§ **DESCRIPTION OF THE TASK**
Search the entries for the word "Missouri" and report each line that has it.

----------

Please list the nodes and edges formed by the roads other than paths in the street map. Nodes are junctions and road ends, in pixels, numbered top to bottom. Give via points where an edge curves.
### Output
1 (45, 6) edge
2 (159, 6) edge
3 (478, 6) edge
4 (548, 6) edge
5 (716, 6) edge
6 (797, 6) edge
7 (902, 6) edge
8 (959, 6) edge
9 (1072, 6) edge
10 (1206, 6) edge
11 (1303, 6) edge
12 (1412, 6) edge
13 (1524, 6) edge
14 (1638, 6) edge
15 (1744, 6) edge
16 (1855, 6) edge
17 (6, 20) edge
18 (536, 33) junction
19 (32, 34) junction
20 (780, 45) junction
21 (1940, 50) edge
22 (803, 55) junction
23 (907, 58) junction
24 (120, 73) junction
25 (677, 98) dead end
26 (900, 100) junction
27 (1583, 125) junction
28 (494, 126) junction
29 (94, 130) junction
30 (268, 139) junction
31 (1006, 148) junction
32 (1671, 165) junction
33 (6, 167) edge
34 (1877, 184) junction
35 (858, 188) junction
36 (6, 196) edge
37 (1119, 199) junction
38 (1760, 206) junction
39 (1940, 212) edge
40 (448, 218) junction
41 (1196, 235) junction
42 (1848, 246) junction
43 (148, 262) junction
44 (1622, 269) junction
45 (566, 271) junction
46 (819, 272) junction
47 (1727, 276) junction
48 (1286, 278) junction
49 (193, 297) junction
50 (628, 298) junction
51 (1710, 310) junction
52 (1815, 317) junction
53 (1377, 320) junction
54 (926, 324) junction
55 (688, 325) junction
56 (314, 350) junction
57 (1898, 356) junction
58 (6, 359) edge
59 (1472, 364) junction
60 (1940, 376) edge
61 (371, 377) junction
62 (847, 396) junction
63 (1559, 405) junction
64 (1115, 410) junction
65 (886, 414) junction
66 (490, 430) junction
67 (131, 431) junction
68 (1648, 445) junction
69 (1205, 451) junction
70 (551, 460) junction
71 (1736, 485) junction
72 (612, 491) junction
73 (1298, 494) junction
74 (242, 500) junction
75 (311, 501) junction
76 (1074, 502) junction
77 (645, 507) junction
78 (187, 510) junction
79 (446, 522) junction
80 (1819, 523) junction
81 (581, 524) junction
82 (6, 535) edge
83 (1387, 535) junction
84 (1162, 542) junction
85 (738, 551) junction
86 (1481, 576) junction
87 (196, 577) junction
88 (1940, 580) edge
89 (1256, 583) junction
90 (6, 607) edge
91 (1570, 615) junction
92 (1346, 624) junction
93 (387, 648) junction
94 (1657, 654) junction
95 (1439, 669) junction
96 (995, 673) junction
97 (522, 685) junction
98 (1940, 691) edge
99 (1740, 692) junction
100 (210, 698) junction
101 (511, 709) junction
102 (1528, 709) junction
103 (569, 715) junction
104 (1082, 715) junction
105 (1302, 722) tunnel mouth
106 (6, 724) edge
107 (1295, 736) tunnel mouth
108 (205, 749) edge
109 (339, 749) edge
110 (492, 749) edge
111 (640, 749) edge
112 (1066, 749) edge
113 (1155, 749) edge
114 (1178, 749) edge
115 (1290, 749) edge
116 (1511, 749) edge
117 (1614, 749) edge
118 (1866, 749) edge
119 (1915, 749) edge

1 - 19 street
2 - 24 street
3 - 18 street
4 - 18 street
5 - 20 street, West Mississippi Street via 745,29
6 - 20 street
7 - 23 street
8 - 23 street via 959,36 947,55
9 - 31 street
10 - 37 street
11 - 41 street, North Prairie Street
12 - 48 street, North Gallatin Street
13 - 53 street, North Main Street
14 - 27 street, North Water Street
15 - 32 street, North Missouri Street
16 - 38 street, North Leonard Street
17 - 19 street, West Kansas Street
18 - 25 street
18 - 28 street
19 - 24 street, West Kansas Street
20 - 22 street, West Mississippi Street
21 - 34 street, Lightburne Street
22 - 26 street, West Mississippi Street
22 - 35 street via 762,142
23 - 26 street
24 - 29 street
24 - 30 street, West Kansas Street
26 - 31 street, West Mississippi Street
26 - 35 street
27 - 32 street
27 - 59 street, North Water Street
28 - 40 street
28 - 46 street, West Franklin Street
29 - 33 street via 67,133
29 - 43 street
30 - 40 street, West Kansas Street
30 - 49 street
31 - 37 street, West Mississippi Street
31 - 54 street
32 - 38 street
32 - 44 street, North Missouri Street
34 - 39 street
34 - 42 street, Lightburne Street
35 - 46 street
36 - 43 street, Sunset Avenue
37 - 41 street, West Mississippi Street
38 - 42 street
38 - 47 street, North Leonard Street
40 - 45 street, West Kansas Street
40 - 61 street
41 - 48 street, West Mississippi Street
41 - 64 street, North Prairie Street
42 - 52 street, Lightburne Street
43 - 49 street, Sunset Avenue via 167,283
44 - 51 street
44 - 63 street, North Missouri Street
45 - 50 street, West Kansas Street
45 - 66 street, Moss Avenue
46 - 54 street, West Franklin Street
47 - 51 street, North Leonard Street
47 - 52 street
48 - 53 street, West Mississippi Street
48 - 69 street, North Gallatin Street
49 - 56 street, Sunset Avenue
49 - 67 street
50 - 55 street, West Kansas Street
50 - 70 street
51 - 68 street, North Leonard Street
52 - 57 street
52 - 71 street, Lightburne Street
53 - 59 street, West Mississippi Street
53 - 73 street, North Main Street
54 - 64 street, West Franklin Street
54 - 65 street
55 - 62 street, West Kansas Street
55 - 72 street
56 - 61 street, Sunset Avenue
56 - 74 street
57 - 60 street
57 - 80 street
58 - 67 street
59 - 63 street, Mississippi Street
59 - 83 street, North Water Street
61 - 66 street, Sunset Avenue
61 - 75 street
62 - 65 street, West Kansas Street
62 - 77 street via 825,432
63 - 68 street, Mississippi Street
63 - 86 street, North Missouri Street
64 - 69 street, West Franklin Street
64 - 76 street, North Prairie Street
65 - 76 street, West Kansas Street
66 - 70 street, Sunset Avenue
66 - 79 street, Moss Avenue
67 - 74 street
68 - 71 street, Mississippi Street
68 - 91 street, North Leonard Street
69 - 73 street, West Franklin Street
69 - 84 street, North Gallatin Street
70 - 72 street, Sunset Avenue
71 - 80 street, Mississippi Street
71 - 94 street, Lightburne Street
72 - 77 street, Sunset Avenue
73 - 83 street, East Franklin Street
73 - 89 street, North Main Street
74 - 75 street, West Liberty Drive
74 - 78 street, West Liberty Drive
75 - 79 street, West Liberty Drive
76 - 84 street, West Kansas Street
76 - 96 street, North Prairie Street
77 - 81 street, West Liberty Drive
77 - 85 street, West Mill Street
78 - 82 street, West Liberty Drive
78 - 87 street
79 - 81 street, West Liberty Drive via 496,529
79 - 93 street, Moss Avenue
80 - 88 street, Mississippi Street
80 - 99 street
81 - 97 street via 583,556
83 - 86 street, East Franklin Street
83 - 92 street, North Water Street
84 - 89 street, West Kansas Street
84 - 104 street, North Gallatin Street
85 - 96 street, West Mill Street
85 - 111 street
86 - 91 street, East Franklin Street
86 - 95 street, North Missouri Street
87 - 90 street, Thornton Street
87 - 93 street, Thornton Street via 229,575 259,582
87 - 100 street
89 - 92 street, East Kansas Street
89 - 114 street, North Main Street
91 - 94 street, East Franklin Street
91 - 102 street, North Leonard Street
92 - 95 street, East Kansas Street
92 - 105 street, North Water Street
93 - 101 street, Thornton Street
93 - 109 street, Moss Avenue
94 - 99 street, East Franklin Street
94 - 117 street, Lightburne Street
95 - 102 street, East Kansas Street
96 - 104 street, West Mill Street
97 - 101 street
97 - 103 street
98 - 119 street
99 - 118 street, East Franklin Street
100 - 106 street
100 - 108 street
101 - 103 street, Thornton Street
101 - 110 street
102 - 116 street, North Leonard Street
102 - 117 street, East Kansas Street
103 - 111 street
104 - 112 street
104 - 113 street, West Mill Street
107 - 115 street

----------

§ **ANSWER SECTION**
15 - 32 street, North Missouri Street
32 - 44 street, North Missouri Street
44 - 63 street, North Missouri Street
63 - 86 street, North Missouri Street
86 - 95 street, North Missouri Street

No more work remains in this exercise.